If a line in the data below includes the string "change", please return a copy of it.

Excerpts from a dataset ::
==================================================
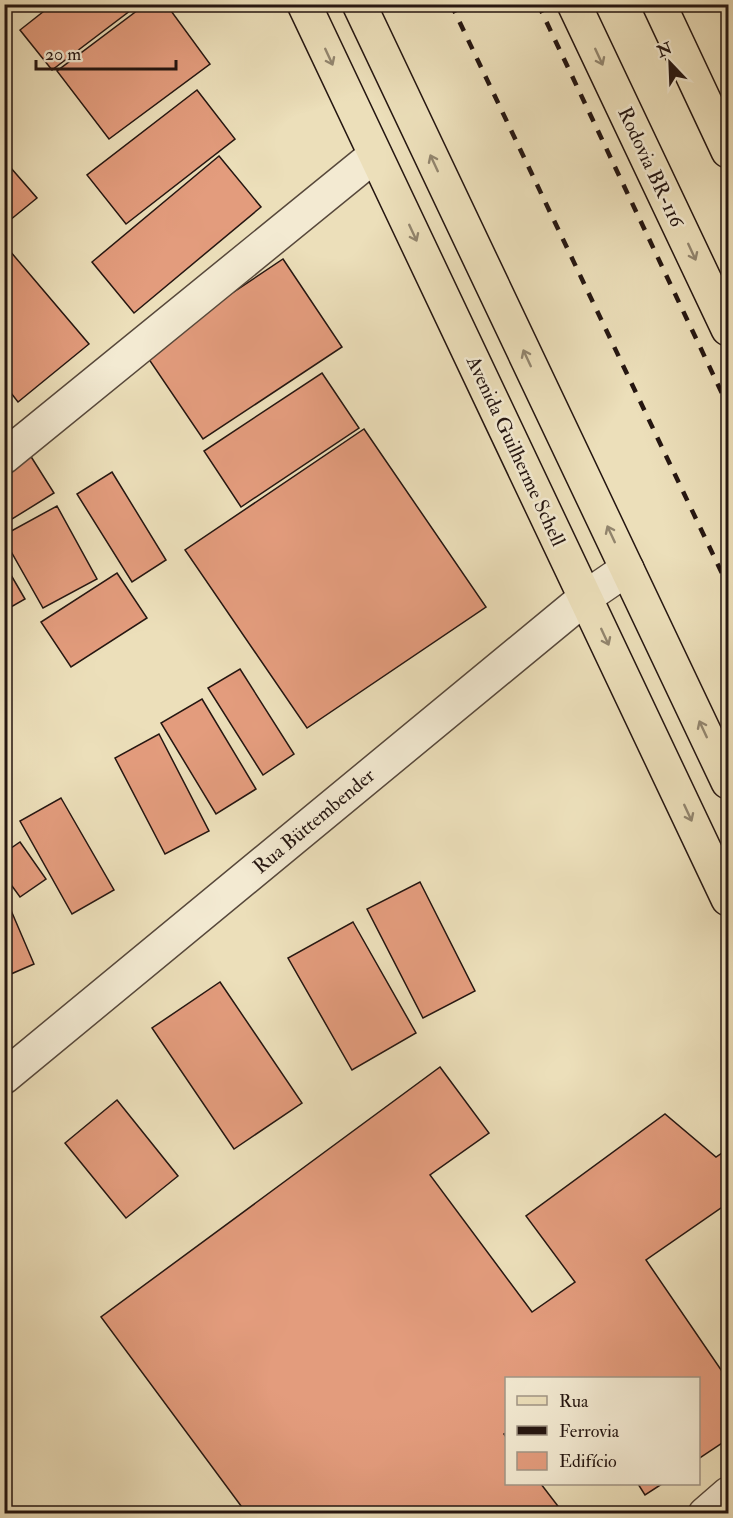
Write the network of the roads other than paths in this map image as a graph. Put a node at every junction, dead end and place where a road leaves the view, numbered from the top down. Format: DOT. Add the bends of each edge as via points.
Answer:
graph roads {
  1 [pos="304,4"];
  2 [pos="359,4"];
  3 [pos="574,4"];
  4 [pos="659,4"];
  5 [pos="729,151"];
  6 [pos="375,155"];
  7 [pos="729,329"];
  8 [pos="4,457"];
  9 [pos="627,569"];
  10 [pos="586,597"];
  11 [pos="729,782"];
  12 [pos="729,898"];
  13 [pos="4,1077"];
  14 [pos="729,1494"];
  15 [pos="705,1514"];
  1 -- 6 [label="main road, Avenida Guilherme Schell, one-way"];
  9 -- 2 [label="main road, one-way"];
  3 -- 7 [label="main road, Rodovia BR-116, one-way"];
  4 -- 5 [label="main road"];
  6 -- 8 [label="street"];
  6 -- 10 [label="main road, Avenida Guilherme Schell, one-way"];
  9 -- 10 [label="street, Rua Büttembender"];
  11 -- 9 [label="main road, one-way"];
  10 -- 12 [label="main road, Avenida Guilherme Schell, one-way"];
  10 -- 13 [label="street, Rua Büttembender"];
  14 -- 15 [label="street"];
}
==================================================
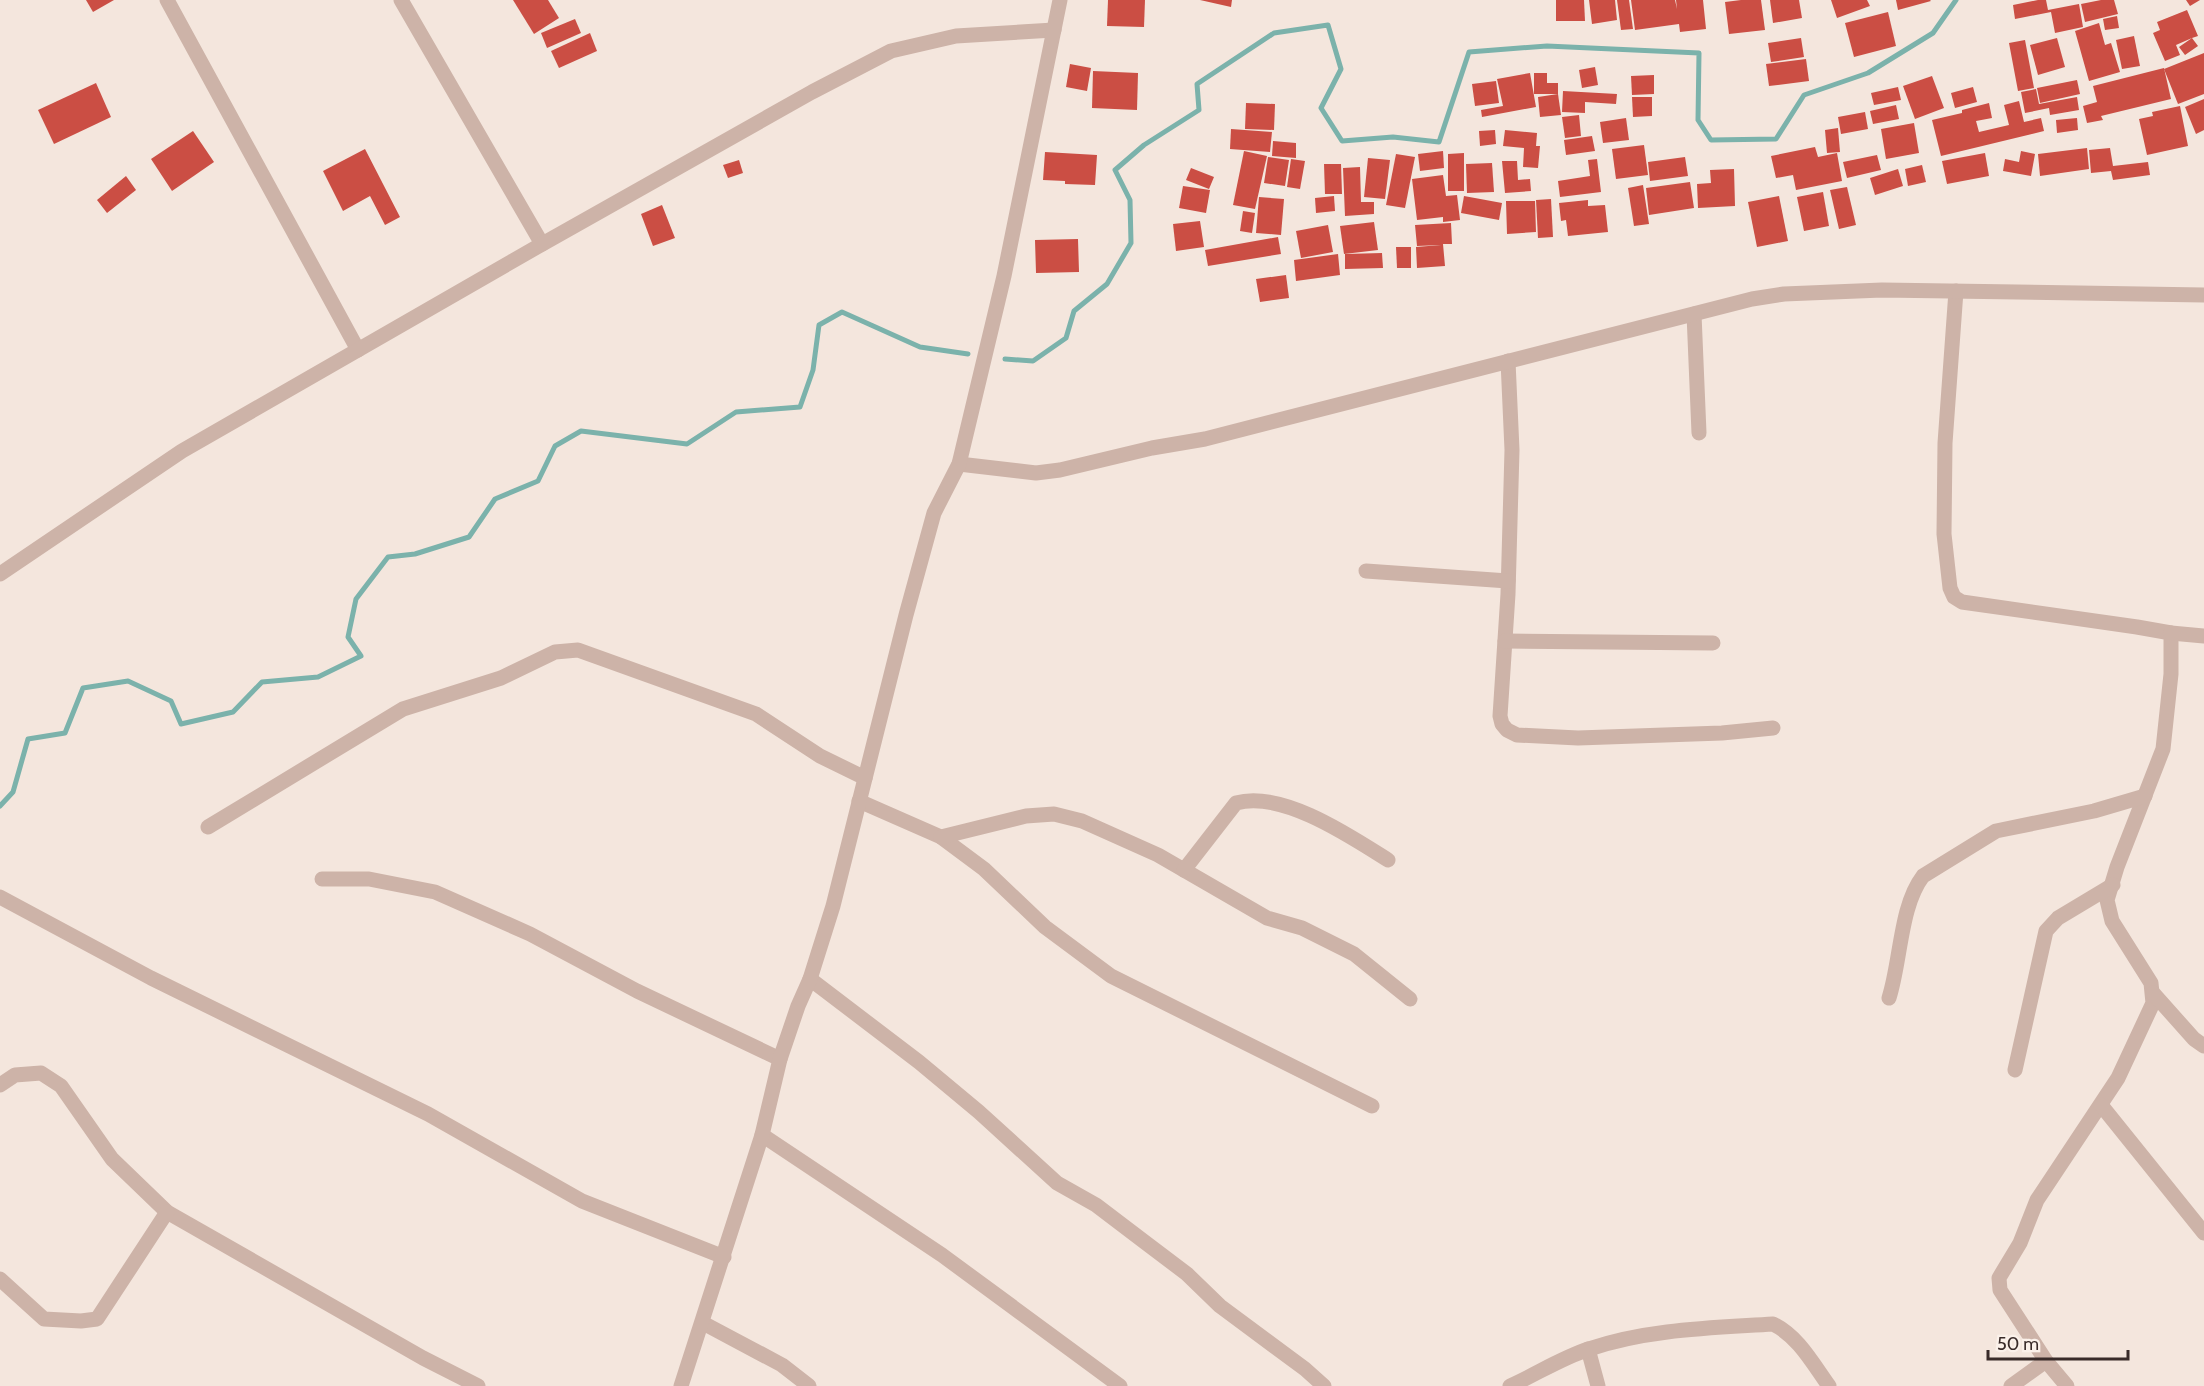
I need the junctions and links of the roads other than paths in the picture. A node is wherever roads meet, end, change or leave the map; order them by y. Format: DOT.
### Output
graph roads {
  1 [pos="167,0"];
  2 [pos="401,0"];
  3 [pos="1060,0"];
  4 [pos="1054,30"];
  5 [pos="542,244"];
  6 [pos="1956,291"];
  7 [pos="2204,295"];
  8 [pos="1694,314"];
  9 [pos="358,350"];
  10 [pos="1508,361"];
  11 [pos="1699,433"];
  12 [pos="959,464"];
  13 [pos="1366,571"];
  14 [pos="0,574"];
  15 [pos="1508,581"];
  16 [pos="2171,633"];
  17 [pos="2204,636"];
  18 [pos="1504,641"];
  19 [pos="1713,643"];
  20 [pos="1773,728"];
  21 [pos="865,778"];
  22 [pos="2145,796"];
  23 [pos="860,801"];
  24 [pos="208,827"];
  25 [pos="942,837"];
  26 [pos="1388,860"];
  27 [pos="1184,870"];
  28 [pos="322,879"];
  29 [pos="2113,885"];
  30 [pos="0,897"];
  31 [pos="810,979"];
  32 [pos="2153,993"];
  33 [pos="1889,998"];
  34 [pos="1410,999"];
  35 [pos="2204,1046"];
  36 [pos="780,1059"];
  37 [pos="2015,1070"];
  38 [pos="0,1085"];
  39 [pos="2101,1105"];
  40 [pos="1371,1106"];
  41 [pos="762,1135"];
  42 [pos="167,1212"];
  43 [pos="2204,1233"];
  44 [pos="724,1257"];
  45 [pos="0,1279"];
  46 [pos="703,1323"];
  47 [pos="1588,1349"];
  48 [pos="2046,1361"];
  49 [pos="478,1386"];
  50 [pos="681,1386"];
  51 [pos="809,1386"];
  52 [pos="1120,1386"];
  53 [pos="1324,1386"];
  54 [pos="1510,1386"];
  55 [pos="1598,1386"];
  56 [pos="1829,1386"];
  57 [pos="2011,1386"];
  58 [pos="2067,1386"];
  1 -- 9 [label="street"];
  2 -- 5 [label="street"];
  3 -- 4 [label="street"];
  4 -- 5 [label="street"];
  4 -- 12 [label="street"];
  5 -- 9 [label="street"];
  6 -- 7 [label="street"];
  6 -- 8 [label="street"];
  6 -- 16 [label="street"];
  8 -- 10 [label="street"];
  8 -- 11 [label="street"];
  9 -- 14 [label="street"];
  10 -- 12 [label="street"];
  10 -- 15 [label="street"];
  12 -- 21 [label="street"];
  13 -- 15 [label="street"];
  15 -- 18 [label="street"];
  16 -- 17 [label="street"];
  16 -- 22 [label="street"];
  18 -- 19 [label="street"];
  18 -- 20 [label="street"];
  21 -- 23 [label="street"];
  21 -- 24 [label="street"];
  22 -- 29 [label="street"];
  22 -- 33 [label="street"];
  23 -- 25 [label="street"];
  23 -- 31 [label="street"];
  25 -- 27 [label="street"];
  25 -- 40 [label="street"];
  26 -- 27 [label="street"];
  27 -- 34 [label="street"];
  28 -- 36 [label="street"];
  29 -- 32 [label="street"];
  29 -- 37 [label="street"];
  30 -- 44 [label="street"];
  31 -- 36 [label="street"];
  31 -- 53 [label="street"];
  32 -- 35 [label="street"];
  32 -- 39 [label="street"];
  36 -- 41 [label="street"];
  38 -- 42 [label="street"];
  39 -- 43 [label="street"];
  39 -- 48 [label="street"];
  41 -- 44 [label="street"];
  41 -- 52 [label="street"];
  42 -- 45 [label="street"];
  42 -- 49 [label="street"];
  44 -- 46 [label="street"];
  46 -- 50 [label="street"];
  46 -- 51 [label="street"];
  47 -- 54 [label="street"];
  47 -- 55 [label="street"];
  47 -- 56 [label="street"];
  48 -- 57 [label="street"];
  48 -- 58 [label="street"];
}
==================================================
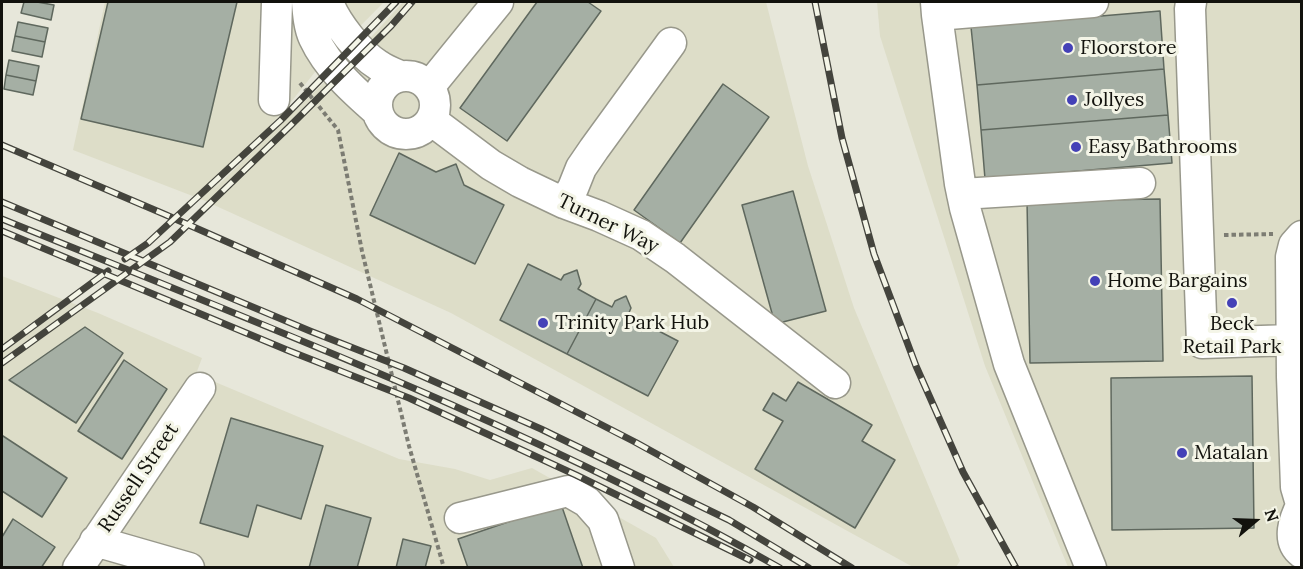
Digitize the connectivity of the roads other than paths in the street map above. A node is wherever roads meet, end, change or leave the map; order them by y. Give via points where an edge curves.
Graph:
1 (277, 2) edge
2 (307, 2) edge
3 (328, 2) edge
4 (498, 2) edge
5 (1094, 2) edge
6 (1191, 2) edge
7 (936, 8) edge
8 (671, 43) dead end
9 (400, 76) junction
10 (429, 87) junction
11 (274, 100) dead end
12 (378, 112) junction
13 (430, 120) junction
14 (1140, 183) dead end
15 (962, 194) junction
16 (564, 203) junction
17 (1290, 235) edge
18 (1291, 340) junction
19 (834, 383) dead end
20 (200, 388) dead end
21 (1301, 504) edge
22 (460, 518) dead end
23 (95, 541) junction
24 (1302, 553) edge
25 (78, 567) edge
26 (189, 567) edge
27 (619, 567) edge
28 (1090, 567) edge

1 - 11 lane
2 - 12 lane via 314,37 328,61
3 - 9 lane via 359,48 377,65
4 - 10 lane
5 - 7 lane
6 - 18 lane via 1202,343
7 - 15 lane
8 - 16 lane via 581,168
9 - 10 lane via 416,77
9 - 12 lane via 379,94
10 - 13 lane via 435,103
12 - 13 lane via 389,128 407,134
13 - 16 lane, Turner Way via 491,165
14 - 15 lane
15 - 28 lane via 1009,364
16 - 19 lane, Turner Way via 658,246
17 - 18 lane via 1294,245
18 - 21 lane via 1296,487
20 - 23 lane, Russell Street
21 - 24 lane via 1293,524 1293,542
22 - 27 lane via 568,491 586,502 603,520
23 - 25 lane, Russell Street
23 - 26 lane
==================================================
Answer box ::
I need the junctions and links of the roads other than paths in the picture. A node is wherever roads meet, end, change or leave the map; order them by y. Format: DOT.
Digitize the connectivity of the roads other than paths in the street map above. A node is wherever roads meet, end, change or leave the map; order them by y. Give via points where an edge curves.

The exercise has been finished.